* What needs to be done *
Search the listing below for the line containing "cairo_set_font_options(c, options);". From there through the line containing "cairo_set_miter_limit(c, 4);", transcribe every line exactly, both ends included.

* Supplied records *
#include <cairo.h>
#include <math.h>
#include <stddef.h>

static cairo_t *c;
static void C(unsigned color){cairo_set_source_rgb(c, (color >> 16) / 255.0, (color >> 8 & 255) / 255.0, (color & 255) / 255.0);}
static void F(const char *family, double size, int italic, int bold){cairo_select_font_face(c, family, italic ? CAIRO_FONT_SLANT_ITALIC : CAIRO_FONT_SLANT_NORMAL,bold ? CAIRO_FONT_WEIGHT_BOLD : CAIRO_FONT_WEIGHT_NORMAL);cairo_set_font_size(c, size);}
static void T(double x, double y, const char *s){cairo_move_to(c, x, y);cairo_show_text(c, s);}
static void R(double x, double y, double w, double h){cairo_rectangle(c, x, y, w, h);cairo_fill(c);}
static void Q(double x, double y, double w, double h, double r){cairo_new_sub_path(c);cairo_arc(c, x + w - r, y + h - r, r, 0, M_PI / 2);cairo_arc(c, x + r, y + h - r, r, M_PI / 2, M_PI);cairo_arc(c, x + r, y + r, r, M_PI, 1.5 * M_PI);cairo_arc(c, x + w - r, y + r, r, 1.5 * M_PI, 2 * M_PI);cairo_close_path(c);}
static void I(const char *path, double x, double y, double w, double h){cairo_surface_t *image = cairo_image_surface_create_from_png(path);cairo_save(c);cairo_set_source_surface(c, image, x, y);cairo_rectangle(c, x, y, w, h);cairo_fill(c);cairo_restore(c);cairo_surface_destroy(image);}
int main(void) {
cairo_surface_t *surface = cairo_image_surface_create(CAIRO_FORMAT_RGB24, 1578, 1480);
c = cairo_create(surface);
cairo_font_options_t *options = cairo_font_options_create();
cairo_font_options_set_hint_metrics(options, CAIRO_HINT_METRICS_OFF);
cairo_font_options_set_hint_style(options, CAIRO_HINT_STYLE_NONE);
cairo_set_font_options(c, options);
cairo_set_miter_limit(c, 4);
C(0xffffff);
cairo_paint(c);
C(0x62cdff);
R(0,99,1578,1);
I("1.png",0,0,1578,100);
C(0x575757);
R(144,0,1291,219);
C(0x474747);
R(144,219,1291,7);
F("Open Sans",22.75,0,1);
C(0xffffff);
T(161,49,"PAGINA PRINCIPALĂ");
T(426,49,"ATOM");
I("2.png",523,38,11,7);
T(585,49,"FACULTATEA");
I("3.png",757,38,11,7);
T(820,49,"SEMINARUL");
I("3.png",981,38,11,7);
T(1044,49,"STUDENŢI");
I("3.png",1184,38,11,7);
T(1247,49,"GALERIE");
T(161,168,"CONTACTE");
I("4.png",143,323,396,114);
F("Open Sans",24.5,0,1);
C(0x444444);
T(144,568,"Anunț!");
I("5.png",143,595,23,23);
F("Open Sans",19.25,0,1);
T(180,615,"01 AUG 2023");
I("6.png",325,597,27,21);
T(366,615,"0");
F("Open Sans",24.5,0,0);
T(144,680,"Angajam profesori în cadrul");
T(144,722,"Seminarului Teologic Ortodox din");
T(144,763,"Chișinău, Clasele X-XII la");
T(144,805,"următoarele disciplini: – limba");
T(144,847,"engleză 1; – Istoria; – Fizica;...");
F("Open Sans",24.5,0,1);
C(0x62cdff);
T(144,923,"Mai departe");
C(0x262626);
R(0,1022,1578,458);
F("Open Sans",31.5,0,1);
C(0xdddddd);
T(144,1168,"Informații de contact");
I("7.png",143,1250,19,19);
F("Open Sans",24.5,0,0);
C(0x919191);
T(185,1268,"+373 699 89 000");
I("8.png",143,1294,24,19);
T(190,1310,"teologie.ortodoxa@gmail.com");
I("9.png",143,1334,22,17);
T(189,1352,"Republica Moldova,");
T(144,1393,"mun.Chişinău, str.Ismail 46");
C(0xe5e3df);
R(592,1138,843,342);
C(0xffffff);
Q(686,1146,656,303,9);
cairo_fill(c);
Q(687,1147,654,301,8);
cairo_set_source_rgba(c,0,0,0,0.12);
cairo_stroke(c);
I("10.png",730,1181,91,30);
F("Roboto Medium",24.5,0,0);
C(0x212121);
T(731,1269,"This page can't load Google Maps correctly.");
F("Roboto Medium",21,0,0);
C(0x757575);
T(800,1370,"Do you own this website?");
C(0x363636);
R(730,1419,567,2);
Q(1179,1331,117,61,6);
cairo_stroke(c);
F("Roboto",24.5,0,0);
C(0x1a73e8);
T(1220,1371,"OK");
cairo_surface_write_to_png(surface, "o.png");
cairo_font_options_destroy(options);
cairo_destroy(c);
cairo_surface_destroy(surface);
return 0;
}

* Answer *
cairo_set_font_options(c, options);
cairo_set_miter_limit(c, 4);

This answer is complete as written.